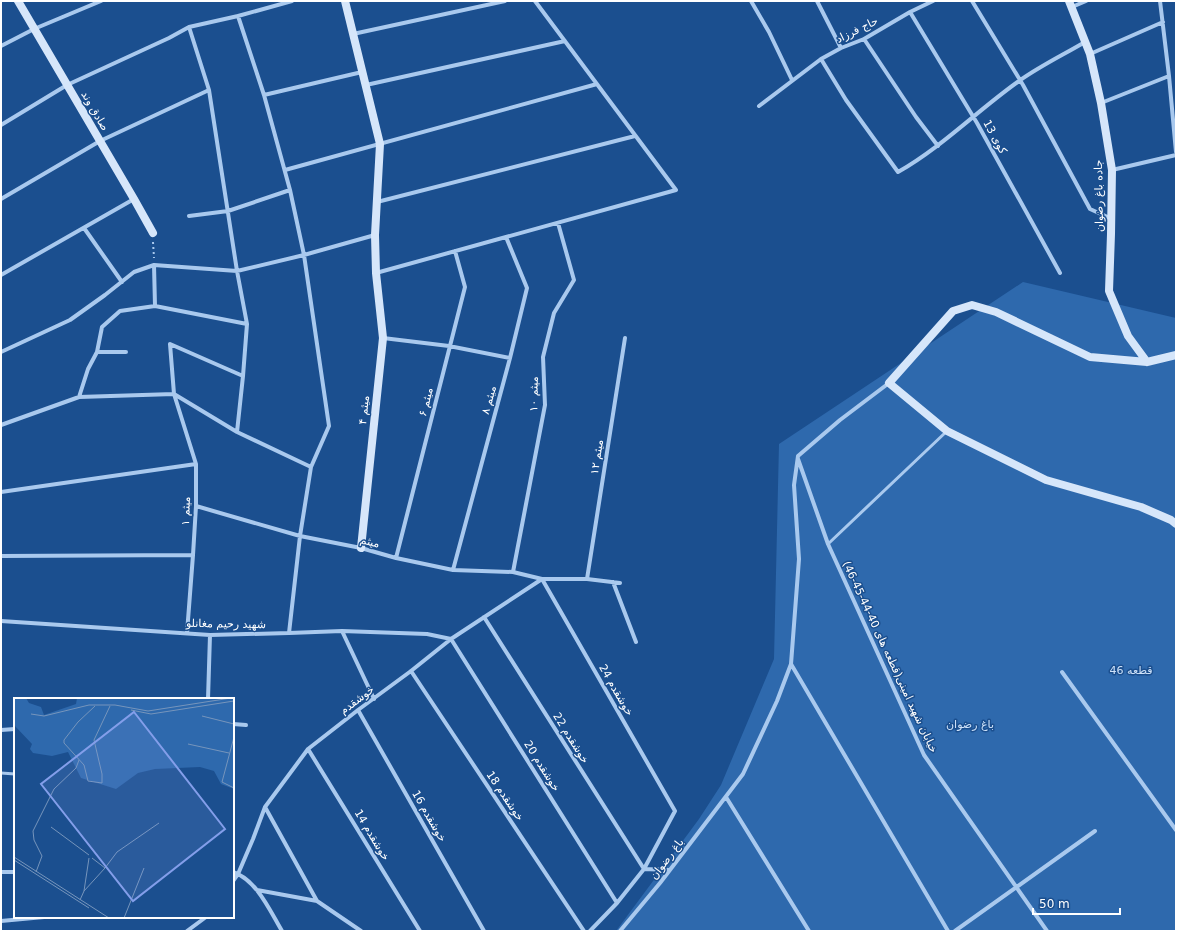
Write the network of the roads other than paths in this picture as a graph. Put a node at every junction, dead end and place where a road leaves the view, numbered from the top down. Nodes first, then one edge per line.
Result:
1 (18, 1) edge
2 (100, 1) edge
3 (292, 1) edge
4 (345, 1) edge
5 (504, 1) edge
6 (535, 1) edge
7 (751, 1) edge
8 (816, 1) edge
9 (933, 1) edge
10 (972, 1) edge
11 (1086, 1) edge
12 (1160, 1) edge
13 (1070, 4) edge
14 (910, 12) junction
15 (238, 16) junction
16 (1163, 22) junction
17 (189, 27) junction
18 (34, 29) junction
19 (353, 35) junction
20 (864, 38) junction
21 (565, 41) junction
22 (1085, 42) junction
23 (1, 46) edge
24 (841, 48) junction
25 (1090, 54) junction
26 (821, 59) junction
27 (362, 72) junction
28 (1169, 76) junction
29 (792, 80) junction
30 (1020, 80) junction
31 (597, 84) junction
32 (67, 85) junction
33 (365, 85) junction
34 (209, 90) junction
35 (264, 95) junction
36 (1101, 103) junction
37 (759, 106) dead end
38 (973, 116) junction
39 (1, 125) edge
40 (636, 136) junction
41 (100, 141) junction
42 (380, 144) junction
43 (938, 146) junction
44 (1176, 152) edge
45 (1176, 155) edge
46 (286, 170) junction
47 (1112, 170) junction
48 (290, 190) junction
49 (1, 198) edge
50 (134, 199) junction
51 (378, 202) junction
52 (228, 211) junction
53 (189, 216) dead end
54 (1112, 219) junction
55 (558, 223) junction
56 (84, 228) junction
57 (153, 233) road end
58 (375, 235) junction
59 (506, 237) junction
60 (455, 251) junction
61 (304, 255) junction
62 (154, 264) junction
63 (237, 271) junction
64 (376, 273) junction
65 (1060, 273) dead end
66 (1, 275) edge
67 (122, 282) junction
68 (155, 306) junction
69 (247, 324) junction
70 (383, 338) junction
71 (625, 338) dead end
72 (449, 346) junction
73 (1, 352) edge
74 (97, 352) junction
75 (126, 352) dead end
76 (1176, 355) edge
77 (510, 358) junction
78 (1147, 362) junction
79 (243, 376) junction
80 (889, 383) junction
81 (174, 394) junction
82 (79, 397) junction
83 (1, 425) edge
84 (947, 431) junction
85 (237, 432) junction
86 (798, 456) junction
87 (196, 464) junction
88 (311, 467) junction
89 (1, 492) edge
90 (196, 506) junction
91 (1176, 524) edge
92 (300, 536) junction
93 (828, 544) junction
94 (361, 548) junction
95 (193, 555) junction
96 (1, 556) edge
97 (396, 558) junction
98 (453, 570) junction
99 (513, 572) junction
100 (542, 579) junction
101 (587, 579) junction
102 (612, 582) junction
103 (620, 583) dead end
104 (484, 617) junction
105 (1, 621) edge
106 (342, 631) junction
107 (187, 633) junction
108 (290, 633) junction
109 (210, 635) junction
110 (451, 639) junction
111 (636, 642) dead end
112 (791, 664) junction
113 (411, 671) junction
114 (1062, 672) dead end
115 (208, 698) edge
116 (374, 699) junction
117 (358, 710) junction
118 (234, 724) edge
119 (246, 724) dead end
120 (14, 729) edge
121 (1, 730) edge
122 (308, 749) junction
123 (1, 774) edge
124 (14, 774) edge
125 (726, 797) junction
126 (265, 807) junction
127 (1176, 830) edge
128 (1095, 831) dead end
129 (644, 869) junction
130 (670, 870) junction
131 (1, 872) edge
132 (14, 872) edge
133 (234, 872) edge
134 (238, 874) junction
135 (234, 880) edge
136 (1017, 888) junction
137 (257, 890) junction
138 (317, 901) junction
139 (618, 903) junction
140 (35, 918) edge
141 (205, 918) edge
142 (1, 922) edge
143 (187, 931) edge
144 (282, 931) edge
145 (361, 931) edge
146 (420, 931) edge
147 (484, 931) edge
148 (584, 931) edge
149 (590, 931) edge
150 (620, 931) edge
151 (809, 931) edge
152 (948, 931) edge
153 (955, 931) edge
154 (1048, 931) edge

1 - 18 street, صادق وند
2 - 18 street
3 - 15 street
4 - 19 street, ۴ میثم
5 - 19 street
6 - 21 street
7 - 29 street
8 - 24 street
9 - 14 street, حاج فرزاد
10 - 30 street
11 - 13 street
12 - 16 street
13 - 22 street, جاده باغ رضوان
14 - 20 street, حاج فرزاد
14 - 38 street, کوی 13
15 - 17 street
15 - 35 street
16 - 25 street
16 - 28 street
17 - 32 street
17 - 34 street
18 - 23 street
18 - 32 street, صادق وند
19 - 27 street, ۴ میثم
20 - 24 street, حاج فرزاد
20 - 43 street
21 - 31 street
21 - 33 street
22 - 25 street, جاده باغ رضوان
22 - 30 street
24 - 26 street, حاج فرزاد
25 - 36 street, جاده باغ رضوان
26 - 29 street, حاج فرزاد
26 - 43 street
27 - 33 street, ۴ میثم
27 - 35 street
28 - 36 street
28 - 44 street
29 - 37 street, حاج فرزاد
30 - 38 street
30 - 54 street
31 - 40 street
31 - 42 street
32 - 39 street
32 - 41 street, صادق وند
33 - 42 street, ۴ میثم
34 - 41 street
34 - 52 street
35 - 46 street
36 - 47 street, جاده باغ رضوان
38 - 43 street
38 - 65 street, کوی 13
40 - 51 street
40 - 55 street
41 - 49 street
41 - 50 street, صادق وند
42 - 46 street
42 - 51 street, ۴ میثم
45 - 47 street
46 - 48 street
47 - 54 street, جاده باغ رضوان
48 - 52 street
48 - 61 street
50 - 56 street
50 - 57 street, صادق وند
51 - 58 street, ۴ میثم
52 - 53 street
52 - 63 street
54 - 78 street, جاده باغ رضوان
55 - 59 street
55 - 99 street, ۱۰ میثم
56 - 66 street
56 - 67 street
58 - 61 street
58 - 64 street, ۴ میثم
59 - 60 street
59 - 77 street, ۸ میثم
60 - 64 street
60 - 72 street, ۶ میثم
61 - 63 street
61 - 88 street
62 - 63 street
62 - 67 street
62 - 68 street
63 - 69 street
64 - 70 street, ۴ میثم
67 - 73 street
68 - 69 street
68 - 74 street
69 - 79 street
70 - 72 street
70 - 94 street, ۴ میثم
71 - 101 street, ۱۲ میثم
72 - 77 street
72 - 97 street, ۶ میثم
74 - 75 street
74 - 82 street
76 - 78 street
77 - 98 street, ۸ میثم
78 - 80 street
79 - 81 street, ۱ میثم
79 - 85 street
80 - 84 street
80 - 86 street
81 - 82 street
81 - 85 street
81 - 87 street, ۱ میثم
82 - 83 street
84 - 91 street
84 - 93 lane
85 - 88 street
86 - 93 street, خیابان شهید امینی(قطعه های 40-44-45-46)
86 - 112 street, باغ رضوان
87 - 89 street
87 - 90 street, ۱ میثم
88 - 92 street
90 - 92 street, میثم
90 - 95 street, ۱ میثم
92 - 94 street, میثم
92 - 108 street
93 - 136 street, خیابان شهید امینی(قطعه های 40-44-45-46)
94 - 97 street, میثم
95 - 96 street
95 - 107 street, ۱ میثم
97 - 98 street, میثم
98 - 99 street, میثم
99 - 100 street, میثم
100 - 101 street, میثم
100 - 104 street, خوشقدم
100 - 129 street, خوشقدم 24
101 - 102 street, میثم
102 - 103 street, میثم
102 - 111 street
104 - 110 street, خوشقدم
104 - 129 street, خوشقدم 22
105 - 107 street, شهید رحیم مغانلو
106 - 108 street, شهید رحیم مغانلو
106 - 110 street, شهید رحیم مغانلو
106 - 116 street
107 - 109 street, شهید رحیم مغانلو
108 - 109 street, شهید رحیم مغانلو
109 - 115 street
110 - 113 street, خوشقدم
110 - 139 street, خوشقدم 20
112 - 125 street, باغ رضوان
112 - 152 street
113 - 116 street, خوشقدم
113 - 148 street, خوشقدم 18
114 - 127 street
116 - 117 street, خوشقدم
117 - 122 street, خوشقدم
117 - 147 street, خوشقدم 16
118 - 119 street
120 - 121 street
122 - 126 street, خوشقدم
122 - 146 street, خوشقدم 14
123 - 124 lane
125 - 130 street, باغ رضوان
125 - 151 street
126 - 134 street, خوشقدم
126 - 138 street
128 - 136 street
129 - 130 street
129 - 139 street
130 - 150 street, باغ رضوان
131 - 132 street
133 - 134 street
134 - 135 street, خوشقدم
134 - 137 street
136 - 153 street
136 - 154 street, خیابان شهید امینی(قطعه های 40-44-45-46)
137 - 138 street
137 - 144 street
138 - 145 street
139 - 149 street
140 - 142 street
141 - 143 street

-------

Exercise details
Isolate the lines above that contain the word "رضوان" and copy them.

Task response
13 - 22 street, جاده باغ رضوان
22 - 25 street, جاده باغ رضوان
25 - 36 street, جاده باغ رضوان
36 - 47 street, جاده باغ رضوان
47 - 54 street, جاده باغ رضوان
54 - 78 street, جاده باغ رضوان
86 - 112 street, باغ رضوان
112 - 125 street, باغ رضوان
125 - 130 street, باغ رضوان
130 - 150 street, باغ رضوان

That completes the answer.